In a joint statement issued on June 19, the islands defended their “long track record of high standards” but said by the end of 2023 they would introduce measures in line with the forthcoming European Union Money Laundering Directive.

The directive is expected to endorse publicly accessible registers of beneficial ownership of companies in 2022.

Jersey’s External Relations Minister, Senator Ian Gorst, said: “Jersey is proud to be among global leaders in matters of tax cooperation, transparency and in combatting money laundering and countering the financing of terrorism.  The commitments we are announcing today, alongside Guernsey and the Isle of Man, will help to ensure that this leadership role is maintained.”

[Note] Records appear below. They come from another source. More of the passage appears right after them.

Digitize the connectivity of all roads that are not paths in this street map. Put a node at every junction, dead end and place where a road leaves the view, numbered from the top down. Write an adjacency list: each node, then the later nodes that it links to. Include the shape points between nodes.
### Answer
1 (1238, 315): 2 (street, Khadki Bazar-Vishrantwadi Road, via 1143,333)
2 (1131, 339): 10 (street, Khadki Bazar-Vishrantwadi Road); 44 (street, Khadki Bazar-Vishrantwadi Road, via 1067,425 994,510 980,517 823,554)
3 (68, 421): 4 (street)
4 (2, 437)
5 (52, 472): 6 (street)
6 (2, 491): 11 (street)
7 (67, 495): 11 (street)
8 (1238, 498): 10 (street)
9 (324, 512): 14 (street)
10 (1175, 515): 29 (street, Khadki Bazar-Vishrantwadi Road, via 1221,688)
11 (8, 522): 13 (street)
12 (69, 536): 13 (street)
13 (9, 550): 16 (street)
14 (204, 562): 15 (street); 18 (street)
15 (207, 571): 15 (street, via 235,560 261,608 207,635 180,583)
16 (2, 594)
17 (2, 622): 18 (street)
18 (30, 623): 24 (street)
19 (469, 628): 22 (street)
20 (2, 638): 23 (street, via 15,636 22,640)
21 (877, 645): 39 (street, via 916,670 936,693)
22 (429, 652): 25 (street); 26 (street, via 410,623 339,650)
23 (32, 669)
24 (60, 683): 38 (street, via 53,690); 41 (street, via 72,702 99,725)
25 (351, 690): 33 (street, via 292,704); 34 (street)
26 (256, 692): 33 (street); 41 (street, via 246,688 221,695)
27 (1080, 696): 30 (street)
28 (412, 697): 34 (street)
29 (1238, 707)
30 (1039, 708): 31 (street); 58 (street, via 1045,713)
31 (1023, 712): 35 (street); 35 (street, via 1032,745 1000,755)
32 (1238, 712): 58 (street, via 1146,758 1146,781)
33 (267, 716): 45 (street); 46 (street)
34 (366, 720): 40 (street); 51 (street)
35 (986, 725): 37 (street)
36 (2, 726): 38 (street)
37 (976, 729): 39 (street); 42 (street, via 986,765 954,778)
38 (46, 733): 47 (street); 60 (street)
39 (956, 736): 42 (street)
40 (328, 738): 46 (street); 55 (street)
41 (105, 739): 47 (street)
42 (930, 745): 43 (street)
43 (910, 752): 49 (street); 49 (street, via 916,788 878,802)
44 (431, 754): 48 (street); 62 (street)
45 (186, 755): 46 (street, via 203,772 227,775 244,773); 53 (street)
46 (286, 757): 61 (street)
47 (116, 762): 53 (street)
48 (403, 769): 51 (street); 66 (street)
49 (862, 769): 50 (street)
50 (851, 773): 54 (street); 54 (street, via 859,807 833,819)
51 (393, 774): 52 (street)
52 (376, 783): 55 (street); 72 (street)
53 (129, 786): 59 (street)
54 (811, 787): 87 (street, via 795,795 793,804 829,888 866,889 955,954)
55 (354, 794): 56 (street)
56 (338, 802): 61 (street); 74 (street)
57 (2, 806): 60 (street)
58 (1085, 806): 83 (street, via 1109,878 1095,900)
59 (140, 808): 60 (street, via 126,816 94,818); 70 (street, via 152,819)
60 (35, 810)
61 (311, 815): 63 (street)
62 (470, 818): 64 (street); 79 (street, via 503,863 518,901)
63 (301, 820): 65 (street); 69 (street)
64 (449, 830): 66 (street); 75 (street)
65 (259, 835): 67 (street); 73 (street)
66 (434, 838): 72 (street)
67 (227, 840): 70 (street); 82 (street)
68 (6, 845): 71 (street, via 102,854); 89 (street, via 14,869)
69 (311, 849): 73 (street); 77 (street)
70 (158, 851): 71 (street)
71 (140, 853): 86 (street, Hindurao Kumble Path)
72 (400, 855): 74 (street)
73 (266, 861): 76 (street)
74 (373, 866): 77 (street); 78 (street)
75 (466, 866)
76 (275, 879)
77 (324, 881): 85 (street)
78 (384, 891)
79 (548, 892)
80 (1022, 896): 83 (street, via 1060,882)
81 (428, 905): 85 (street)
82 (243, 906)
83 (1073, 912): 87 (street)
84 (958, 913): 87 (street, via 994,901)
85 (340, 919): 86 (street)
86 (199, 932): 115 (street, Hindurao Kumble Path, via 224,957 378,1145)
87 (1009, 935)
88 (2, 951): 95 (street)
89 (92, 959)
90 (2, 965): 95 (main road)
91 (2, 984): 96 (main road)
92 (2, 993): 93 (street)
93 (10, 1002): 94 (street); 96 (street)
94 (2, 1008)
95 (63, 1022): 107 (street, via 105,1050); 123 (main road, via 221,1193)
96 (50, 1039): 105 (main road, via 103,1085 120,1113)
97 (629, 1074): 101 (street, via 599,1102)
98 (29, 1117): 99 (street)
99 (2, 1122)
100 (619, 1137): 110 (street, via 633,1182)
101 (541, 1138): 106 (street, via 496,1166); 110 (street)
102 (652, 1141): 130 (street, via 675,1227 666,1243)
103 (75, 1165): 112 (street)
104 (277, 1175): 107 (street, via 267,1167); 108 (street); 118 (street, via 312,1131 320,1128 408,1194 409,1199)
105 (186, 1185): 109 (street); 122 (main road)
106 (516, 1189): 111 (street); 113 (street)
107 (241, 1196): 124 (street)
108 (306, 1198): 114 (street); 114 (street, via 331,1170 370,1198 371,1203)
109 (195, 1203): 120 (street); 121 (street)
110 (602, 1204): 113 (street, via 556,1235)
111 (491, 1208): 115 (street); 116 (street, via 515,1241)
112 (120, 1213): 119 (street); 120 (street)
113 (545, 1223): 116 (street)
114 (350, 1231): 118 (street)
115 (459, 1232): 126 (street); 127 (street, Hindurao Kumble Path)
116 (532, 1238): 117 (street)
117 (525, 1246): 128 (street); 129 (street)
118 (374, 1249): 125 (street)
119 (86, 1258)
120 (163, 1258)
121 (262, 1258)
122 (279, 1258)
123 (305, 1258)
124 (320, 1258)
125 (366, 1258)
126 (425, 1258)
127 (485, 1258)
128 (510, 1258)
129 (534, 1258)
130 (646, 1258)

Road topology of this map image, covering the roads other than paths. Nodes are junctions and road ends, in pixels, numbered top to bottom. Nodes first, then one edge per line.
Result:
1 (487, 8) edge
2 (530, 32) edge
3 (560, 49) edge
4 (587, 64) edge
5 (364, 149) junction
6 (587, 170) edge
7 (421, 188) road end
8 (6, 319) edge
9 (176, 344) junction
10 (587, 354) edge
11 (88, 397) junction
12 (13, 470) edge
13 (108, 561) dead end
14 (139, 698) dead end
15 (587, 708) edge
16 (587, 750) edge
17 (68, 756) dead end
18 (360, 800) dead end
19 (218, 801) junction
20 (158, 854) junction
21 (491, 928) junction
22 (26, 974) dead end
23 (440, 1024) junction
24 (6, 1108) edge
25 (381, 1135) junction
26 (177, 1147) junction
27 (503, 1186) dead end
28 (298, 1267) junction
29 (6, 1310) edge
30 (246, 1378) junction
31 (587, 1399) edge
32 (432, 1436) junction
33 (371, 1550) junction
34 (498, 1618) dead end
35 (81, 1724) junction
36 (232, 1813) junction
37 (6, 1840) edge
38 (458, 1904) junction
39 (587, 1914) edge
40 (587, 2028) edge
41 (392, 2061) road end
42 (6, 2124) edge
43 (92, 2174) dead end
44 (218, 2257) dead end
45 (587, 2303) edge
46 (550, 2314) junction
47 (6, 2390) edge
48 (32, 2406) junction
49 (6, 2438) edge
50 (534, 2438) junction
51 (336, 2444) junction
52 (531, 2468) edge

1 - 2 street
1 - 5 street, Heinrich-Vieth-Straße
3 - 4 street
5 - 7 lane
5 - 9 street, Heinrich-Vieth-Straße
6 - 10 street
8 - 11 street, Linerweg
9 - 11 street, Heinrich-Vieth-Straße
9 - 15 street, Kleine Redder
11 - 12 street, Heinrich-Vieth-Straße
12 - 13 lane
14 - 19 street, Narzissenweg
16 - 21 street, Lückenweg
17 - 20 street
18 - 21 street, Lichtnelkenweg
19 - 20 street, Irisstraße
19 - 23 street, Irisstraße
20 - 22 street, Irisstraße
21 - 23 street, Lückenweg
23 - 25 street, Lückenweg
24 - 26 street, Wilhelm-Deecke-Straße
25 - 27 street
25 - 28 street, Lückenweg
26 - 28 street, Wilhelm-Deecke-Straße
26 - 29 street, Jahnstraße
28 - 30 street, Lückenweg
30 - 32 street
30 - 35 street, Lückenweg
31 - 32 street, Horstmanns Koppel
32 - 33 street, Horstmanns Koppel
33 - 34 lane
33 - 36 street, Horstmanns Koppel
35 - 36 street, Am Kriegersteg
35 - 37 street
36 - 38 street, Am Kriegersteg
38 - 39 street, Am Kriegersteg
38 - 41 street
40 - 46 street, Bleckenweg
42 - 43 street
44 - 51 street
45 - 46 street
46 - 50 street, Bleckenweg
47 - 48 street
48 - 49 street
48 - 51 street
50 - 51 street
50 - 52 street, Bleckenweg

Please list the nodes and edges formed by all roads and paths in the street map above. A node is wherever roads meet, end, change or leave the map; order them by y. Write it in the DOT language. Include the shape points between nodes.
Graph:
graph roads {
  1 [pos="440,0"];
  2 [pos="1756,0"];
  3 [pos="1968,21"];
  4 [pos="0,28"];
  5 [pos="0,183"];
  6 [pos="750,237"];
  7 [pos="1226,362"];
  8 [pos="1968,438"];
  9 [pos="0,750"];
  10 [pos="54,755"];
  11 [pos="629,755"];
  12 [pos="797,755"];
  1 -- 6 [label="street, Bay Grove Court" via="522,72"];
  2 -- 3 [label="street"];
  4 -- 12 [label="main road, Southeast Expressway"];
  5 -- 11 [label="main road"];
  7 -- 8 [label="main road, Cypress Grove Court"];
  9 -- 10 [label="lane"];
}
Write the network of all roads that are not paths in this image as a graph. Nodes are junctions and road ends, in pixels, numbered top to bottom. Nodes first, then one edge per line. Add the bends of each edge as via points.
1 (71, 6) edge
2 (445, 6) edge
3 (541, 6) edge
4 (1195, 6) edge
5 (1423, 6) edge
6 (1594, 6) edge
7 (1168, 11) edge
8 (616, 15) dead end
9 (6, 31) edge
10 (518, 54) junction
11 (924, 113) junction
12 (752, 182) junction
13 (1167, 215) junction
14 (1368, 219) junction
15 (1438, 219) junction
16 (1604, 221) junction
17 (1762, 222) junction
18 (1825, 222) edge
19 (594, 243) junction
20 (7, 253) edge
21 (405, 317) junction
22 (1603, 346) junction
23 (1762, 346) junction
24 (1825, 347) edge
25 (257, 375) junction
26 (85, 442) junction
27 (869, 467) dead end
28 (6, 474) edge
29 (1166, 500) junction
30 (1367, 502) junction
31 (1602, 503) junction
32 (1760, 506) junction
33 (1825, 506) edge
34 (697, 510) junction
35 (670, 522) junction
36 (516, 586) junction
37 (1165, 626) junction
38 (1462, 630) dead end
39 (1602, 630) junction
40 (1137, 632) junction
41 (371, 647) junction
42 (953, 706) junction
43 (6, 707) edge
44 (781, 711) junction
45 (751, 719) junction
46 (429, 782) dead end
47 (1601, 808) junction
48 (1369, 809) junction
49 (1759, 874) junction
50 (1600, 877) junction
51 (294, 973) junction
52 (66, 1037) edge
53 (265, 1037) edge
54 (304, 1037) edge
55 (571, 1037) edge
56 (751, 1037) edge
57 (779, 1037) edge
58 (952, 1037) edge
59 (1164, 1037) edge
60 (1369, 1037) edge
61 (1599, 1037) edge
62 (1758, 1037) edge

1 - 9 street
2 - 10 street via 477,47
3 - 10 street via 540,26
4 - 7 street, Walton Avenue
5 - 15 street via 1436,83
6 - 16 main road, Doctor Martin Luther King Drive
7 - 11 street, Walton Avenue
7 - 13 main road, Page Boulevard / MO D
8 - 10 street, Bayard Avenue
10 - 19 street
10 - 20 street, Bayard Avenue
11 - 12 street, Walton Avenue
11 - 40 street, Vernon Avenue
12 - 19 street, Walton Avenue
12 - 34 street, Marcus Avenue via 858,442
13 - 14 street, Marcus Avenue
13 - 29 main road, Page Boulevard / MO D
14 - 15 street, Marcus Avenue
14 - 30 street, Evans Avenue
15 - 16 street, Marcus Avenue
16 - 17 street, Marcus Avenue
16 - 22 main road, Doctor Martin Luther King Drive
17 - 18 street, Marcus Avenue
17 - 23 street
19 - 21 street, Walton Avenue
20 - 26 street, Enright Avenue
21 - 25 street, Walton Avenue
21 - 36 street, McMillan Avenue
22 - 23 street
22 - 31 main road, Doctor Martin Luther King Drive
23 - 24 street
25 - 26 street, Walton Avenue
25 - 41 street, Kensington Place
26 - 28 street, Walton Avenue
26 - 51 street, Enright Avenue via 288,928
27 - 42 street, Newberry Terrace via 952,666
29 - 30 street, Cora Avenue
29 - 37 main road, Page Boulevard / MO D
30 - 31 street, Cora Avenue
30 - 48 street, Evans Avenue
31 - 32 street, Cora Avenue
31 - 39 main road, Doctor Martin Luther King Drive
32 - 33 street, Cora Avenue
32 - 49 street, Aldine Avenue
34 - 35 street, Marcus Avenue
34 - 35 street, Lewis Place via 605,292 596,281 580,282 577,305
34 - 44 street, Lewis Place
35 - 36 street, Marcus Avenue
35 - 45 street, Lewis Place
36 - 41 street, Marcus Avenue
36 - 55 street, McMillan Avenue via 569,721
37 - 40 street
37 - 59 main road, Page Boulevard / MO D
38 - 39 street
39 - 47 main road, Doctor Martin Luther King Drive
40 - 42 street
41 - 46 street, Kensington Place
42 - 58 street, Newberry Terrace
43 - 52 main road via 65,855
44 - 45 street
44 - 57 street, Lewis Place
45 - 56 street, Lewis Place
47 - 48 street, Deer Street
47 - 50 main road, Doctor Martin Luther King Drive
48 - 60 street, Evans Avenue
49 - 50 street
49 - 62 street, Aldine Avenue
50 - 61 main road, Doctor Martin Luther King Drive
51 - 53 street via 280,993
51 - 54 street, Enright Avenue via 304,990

The available evidence suggests otherwise.

Jersey and the Isle of Man featured prominently in The Paradise Papers, a leak of 13.6 million confidential documents from Bermuda-based “offshore legal services provider” Appleby and its Estera Services associate that formed the basis of the landmark probe into seismic tax avoidance by The International Consortium of Investigative Journalists and a global network of more than 100 media partners.

Among other revelations, the 2017 reportage detailed how Apple had moved most of its $252bn overseas cash pile from Ireland to Jersey after 2015. This followed European pressure on Ireland to end its favorable tax treatment of transnationals, or at the very least to enforce its putative 12.5% corporate tax rate.

Apple saved billions of dollars courtesy of the island’s 0% tax rate on profits generated there.

Some of the world’s wealthiest companies and individuals were also listed among those who had taken full advantage of the benign regimes operating in the Crown Dependencies and British Overseas Territories, including heads of state, political leaders, celebrities and sports stars.

Following the revelations contained in both the ICIJ-led Panama Papers and The Paradise Papers, pressure has been mounting on these jurisdictions to become more transparent, especially regarding the identity of the true owners of companies registered in these UK satellites.

The European Union has threatened to include the Crown Dependencies on its tax haven blacklist of regimes, which facilitate offshore structures that “attract profits without real economic activity” and UK lawmakers have advanced several pieces of legislation to make disclosure of beneficial ownership mandatory, in line with the law in the UK itself.

The announcement by the islands may have generated positive headlines but the chief executive of the Tax Justice Network Alex Cobham was skeptical, describing it as “a triumph of spin.”

“This is a commitment not to do anything until 2024 and even then there is no guarantee that what will be brought forward in 2023 will even meet European Union standards,” he said.

The organization also pointed out that the statement failed to mention how other financial structures such as trusts and foundations would be treated. Such vehicles are popular tax-avoidance mechanisms. The Paradise Papers, for example, showed that Queen Noor of Jordan was the beneficiary of two Jersey-registered trusts with a combined value of around $58.7m.

The Crown Dependencies have their own governments, administrations, fiscal and legal systems but their citizens are entitled to British passports. The 14 British Overseas Territories, most of which are former colonies, remain under UK sovereignty and each has its own constitution and government.

Estera’s Bermuda fine

The fallout from the Paradise Papers continues to reverberate throughout these jurisdictions. Earlier this month the Bermuda Monetary Authority said it had fined Estera Services $500,000 for failing to comply with anti-money laundering legislation by a given deadline.

The regulator said it was particularly concerned with the failure to comply with the regulations “relating to the application of customer due diligence and enhanced due diligence, internal controls, and risk assessment.”

The Paradise Papers detailed repeated examples of a failure by Appleby to conduct due diligence on its clients, including the source of their funds.

In a statement, Estera Services, which separated from Appleby in 2016 following a management buyout, said the penalties related to historical client files inherited in the takeover and it was now fully compliant.